Judge Robert Blackburn’s ruling noted the legal language of the tax didn’t distinguish between in-state and out-of-state businesses, but the practical effect of the tax did.

“I conclude that the veil provided by the words … is too thin to support the conclusion that the Act and the Regulations regulate in-state and out-of-state retailers even-handedly,” Blackburn wrote.

The court applied what is known as the “negative Commerce Clause,” the notion that if regulation of interstate commerce is explicitly delegated to the Federal government, then it cannot be exercised by state governments.  As Ramesh Ponnuru says in his review of Michael Greve’s The Upside-Down Constitution

Chief among the Court’s stratagems was its deployment of what has come to be known as the “dormant” or “negative” commerce clause: the inference that since the Constitution vests Congress with the power to regulate commerce among the states, it denies that power to states. That inference has long been controversial, not least among originalists, but Greve points out that without it the states would have at hand a ready means to circumvent the specific prohibitions on them that the Constitution spells out.

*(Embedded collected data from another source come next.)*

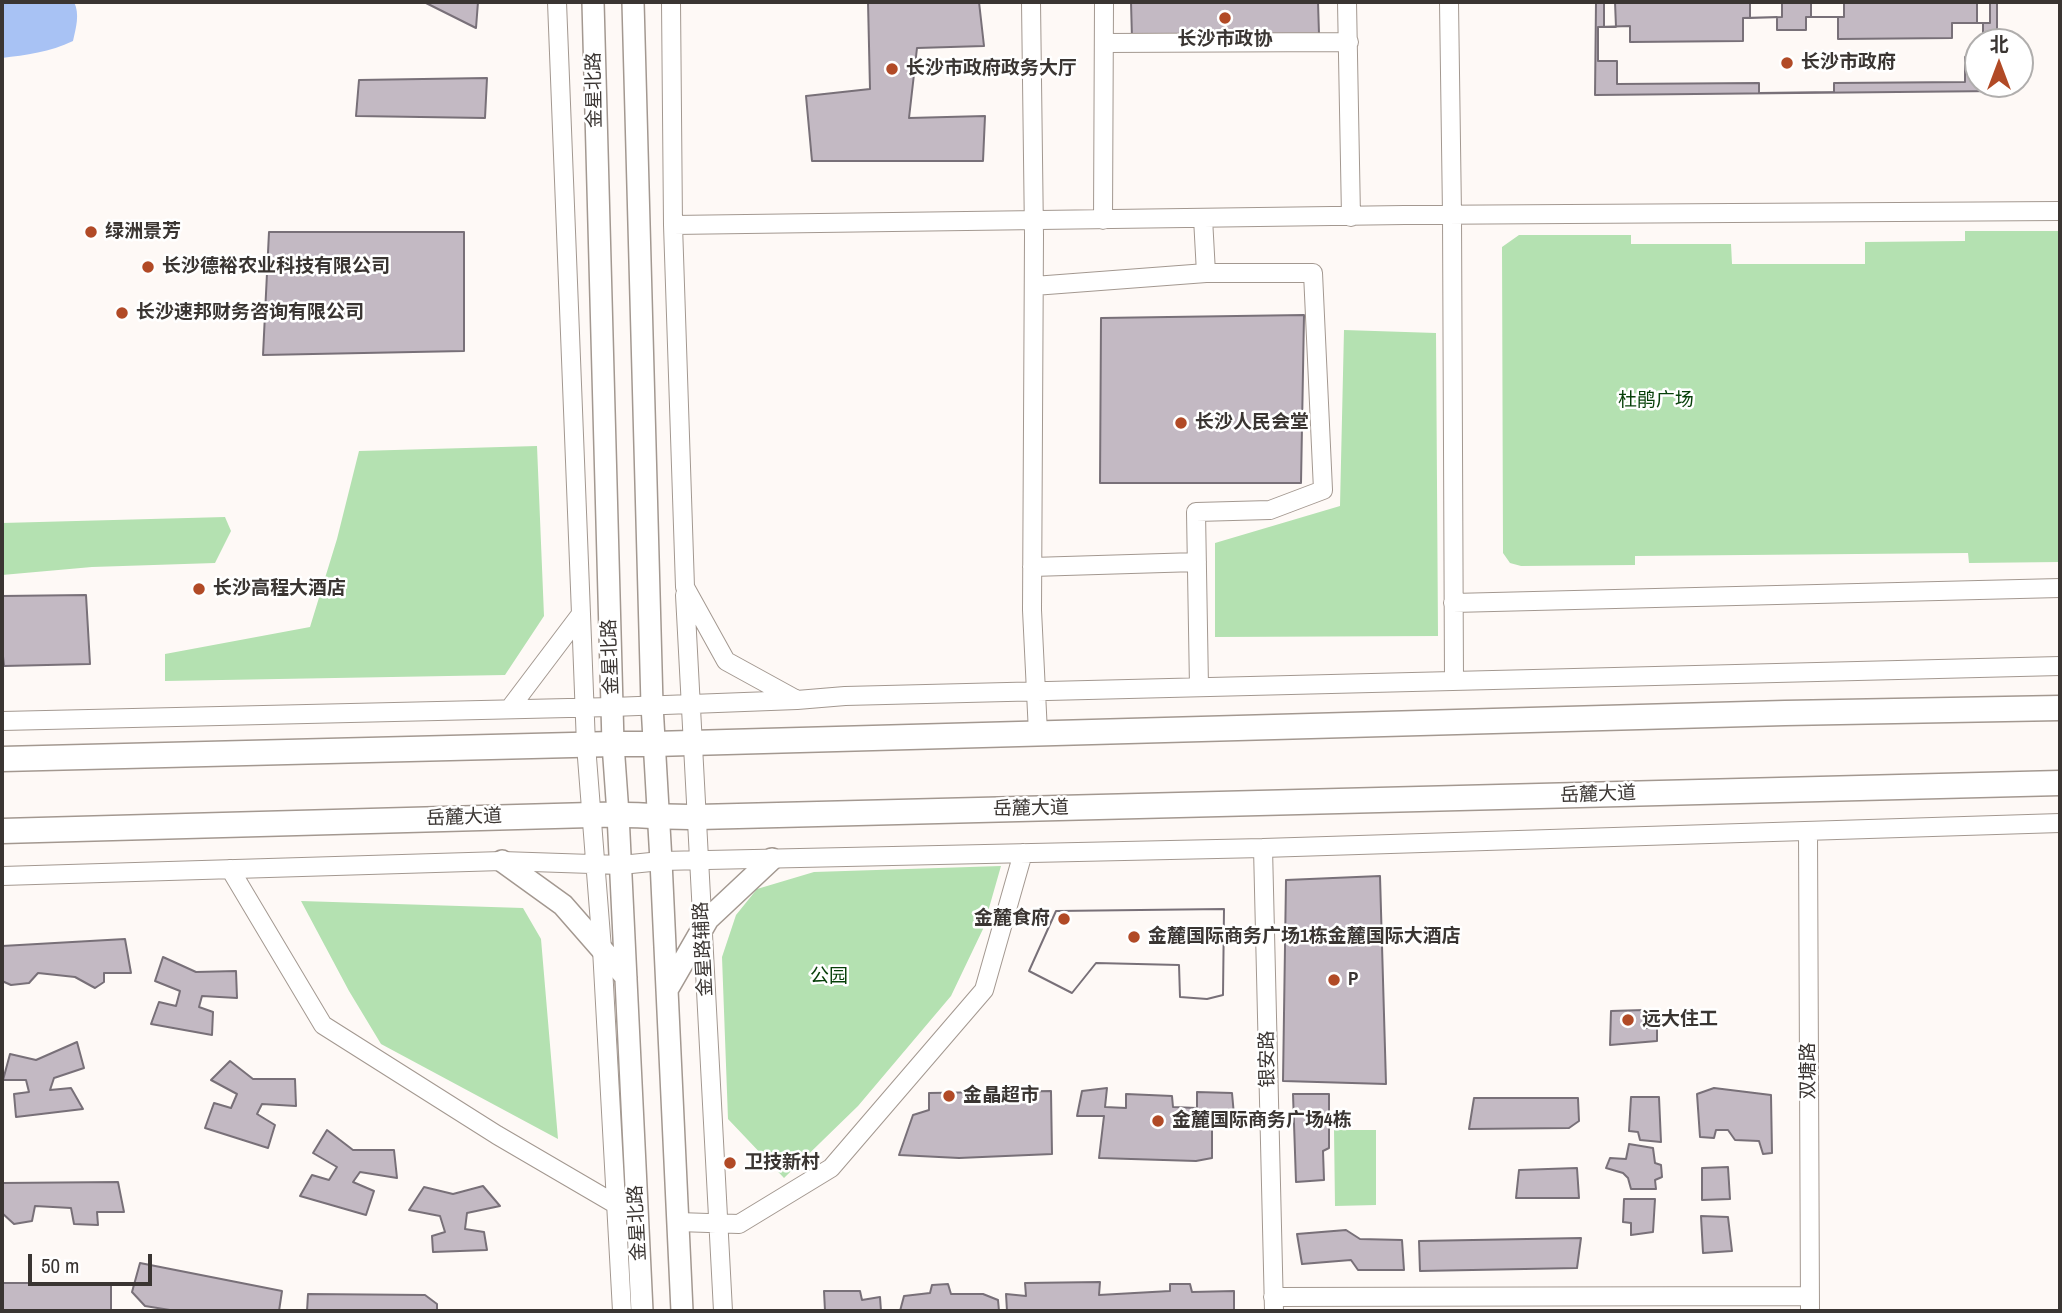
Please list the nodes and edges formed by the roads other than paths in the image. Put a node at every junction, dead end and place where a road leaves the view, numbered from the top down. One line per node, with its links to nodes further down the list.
1 (557, 2): 25 (street)
2 (593, 2): 34 (main road, 金星北路)
3 (633, 2): 32 (main road, 金星北路)
4 (671, 2): 17 (street, 金星路辅路)
5 (1031, 2): 15 (street)
6 (1104, 2): 10 (street)
7 (1347, 2): 9 (street)
8 (1449, 2): 12 (street)
9 (1349, 42): 10 (street); 13 (street)
10 (1104, 43): 16 (street)
11 (2060, 211): 12 (street)
12 (1452, 215): 13 (street); 24 (street)
13 (1351, 217): 14 (street)
14 (1203, 218): 16 (street); 18 (street)
15 (1034, 220): 16 (street); 17 (street); 19 (street)
16 (1103, 220)
17 (673, 225): 22 (street, 金星路辅路)
18 (1206, 273): 19 (street); 20 (street)
19 (1034, 286): 21 (street)
20 (1197, 562): 21 (street); 28 (street)
21 (1032, 567): 29 (street)
22 (685, 587): 30 (street); 31 (street, 金星路辅路)
23 (2060, 588): 24 (street)
24 (1453, 603): 27 (street)
25 (581, 614): 33 (street); 35 (street)
26 (2060, 666): 27 (street)
27 (1454, 681): 28 (street)
28 (1199, 687): 29 (street)
29 (1036, 691): 30 (street); 38 (street)
30 (797, 700): 31 (street)
31 (692, 704): 32 (street); 39 (street, 金星路辅路)
32 (652, 705): 34 (street); 41 (main road, 金星北路)
33 (584, 707): 34 (street); 35 (street); 42 (street)
34 (612, 707): 40 (main road, 金星北路)
35 (510, 708): 37 (street)
36 (2060, 708): 38 (highway)
37 (2, 721)
38 (1038, 733): 39 (highway)
39 (694, 743): 41 (highway); 47 (street, 金星路辅路)
40 (613, 744): 41 (highway); 42 (highway); 45 (main road, 金星北路)
41 (654, 744): 48 (main road, 金星北路)
42 (586, 745): 43 (highway); 46 (street)
43 (2, 759)
44 (2060, 783): 47 (highway, 岳麓大道)
45 (618, 814): 46 (highway, 岳麓大道); 48 (highway, 岳麓大道); 59 (main road, 金星北路)
46 (591, 815): 50 (highway, 岳麓大道); 58 (street)
47 (698, 817): 48 (highway, 岳麓大道); 55 (street, 金星路辅路)
48 (658, 818): 57 (main road, 金星北路)
49 (2060, 823): 51 (street)
50 (2, 831)
51 (1808, 831): 52 (street); 70 (street, 双塘路)
52 (1263, 848): 53 (street); 69 (street, 银安路)
53 (1023, 853): 54 (street); 68 (street)
54 (772, 859): 55 (street); 62 (main road)
55 (700, 860): 57 (street); 62 (street, 金星路辅路)
56 (502, 861): 58 (street); 60 (street); 63 (main road)
57 (661, 861): 59 (street); 65 (main road, 金星北路)
58 (594, 864): 59 (street); 63 (street)
59 (621, 865): 64 (main road, 金星北路)
60 (230, 869): 61 (street); 66 (street)
61 (2, 876)
62 (703, 928): 65 (main road); 68 (street, 金星路辅路)
63 (602, 949): 64 (main road); 71 (street)
64 (626, 977): 66 (main road, 金星北路)
65 (667, 989): 67 (main road, 金星北路)
66 (638, 1218): 72 (main road, 金星北路)
67 (678, 1222): 68 (street); 73 (main road, 金星北路)
68 (720, 1223): 74 (street, 金星路辅路)
69 (1274, 1304): 70 (street)
70 (1810, 1304)
71 (622, 1311)
72 (642, 1311)
73 (682, 1311)
74 (723, 1311)

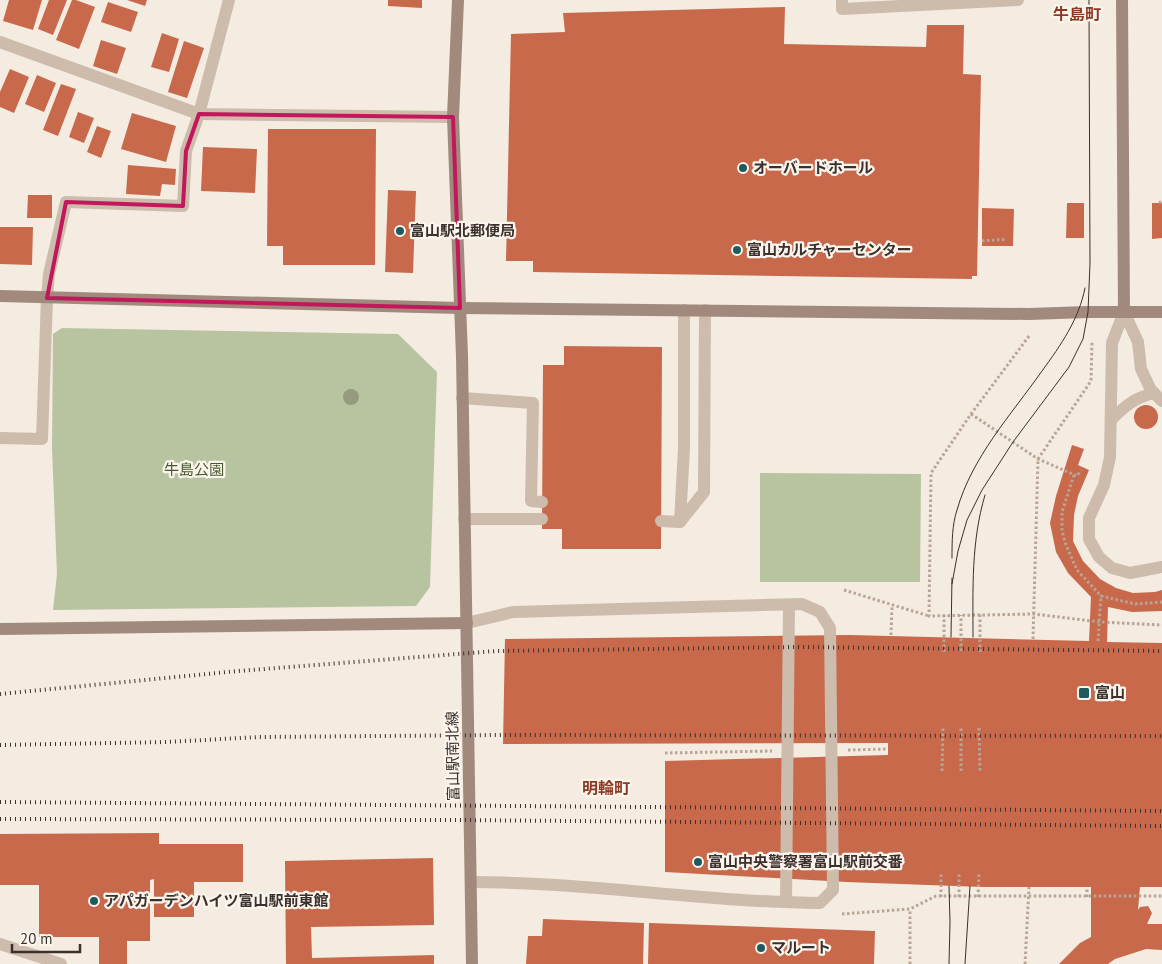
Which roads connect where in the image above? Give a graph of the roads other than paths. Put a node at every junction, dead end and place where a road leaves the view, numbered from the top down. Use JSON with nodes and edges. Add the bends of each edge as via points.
{"nodes":[{"id":1,"x":229,"y":0,"type":"edge"},
{"id":2,"x":458,"y":0,"type":"edge"},
{"id":3,"x":842,"y":0,"type":"edge"},
{"id":4,"x":1018,"y":0,"type":"edge"},
{"id":5,"x":1122,"y":0,"type":"edge"},
{"id":6,"x":0,"y":42,"type":"edge"},
{"id":7,"x":199,"y":114,"type":"junction"},
{"id":8,"x":453,"y":117,"type":"junction"},
{"id":9,"x":0,"y":296,"type":"edge"},
{"id":10,"x":47,"y":298,"type":"junction"},
{"id":11,"x":460,"y":308,"type":"junction"},
{"id":12,"x":684,"y":310,"type":"junction"},
{"id":13,"x":705,"y":310,"type":"junction"},
{"id":14,"x":1124,"y":312,"type":"junction"},
{"id":15,"x":1162,"y":312,"type":"edge"},
{"id":16,"x":1158,"y":397,"type":"edge"},
{"id":17,"x":462,"y":398,"type":"junction"},
{"id":18,"x":1111,"y":420,"type":"junction"},
{"id":19,"x":0,"y":438,"type":"edge"},
{"id":20,"x":542,"y":502,"type":"dead end"},
{"id":21,"x":464,"y":519,"type":"junction"},
{"id":22,"x":542,"y":519,"type":"dead end"},
{"id":23,"x":661,"y":521,"type":"dead end"},
{"id":24,"x":680,"y":522,"type":"junction"},
{"id":25,"x":1162,"y":567,"type":"edge"},
{"id":26,"x":789,"y":605,"type":"junction"},
{"id":27,"x":467,"y":622,"type":"junction"},
{"id":28,"x":0,"y":629,"type":"edge"},
{"id":29,"x":471,"y":882,"type":"junction"},
{"id":30,"x":786,"y":902,"type":"junction"},
{"id":31,"x":0,"y":944,"type":"edge"},
{"id":32,"x":61,"y":964,"type":"edge"},
{"id":33,"x":472,"y":964,"type":"edge"}],
"edges":[{"from":1,"to":7,"type":"street"},
{"from":2,"to":8,"type":"street","name":"富山駅南北線"},
{"from":3,"to":4,"type":"street","via":[[842,9]]},
{"from":5,"to":14,"type":"street"},
{"from":6,"to":7,"type":"street"},
{"from":7,"to":8,"type":"street"},
{"from":7,"to":10,"type":"street","via":[[186,151],[183,206],[66,202]]},
{"from":8,"to":11,"type":"street","name":"富山駅南北線"},
{"from":9,"to":10,"type":"street"},
{"from":10,"to":11,"type":"street"},
{"from":10,"to":19,"type":"street","via":[[42,439]]},
{"from":11,"to":12,"type":"street"},
{"from":11,"to":17,"type":"street","name":"富山駅南北線"},
{"from":12,"to":13,"type":"street"},
{"from":12,"to":24,"type":"street","via":[[684,448]]},
{"from":13,"to":14,"type":"street"},
{"from":13,"to":24,"type":"street","via":[[704,492]]},
{"from":14,"to":15,"type":"street"},
{"from":14,"to":16,"type":"street","via":[[1138,342],[1141,369]]},
{"from":14,"to":18,"type":"street","via":[[1112,343]]},
{"from":16,"to":18,"type":"street","via":[[1143,396],[1125,406]]},
{"from":17,"to":20,"type":"street","via":[[533,403],[531,501]]},
{"from":17,"to":21,"type":"street","name":"富山駅南北線"},
{"from":18,"to":25,"type":"street","via":[[1110,457],[1104,484],[1089,518],[1089,538],[1099,557],[1112,568],[1130,572]]},
{"from":21,"to":22,"type":"street"},
{"from":21,"to":27,"type":"street","name":"富山駅南北線"},
{"from":23,"to":24,"type":"street"},
{"from":26,"to":27,"type":"street","via":[[513,612]]},
{"from":26,"to":30,"type":"street"},
{"from":26,"to":30,"type":"street","via":[[802,604],[820,612],[830,628],[833,890],[820,903]]},
{"from":27,"to":28,"type":"street"},
{"from":27,"to":29,"type":"street","name":"富山駅南北線"},
{"from":29,"to":30,"type":"street","via":[[514,882]]},
{"from":29,"to":33,"type":"street","name":"富山駅南北線"},
{"from":31,"to":32,"type":"street"}]}
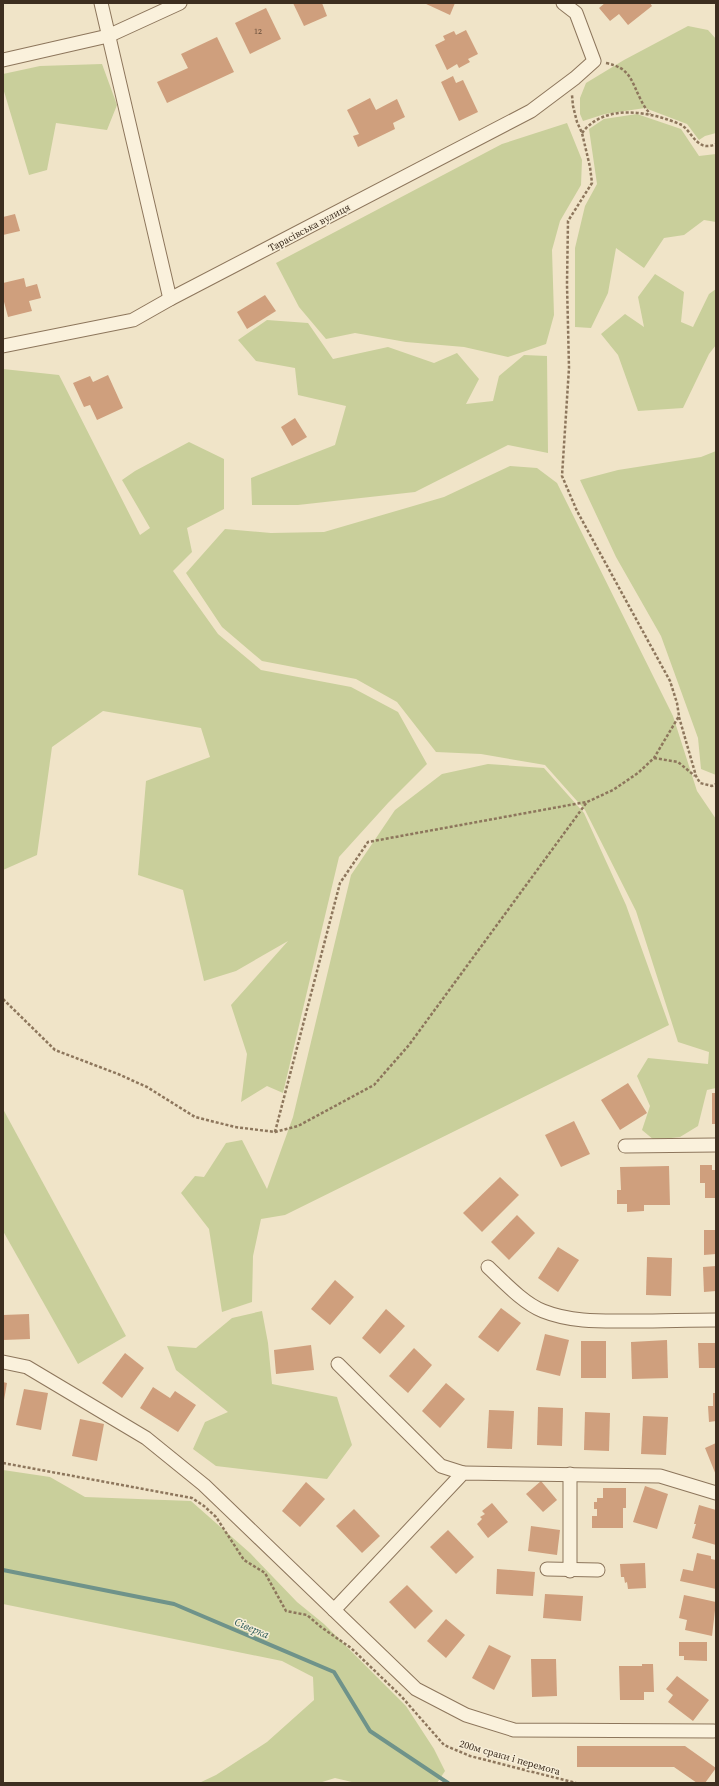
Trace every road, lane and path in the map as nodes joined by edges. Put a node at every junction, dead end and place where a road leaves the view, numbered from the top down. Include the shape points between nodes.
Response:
1 (101, 3) edge
2 (180, 3) edge
3 (563, 3) edge
4 (108, 36) junction
5 (3, 60) edge
6 (594, 60) junction
7 (575, 78) junction
8 (650, 114) junction
9 (582, 133) junction
10 (716, 144) edge
11 (170, 299) junction
12 (3, 346) edge
13 (679, 716) junction
14 (654, 758) junction
15 (696, 776) junction
16 (716, 784) edge
17 (587, 802) junction
18 (3, 1000) edge
19 (274, 1132) junction
20 (716, 1145) edge
21 (626, 1146) dead end
22 (488, 1267) dead end
23 (716, 1320) edge
24 (3, 1362) edge
25 (338, 1364) dead end
26 (3, 1463) edge
27 (463, 1473) junction
28 (570, 1474) junction
29 (716, 1493) edge
30 (547, 1569) dead end
31 (570, 1570) junction
32 (598, 1570) dead end
33 (334, 1610) junction
34 (715, 1730) edge
35 (576, 1783) edge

Ponnuru also notes that, “Several provisions of the Constitution block state governments from taxing economic activity outside their borders.”  Greve makes the case that since the 30s, courts have increasingly presumed that states can regulation out-of-state commerce, rather than placing the burden of proof on the states.  Today’s ruling is a small step back in the other direction.

Now, it remains to be seen if Amazon will restore its Colorado affiliates.

UPDATE: On the likelihood of an appeal, someone involved in the fight against the original measure comments:

The judge ruled that the state had violated the US constitution in two seperate and distinct ways- by violating the dormant commerce clause in discriminating against out of state retailers, and in imposing an undue burden on out of state retailers with the reporting requirements in the bill. Highly unlikely the state would appeal, as they would have to overcome both violations.

Attorney General John Suthers declined to defend the State on this case (which is his prerogative) and the Department of Revenue had to hire their own legal counsel. As such, it would have to be the Governor/ED of the Dept of Revenue that would decide to appeal. Hickenlooper was almost convinced last year to support the repeal bill after the judge had granted a temporary injunction. That failed when the State Senate killed off a bunch of Republican bills in the last few days of the session. Just don’t see Hick taking up this fight – remember this all happened under former Governor Bill Ritter, mainly as a ploy to raise a few dollars to ballance the budget. With the preliminary injunction, the state has never collected a dime on this law. The permanent injunction doesnt mean the state will lose any revenue they counted on-they just simply won’t be able to gain revenue they didnt plan on.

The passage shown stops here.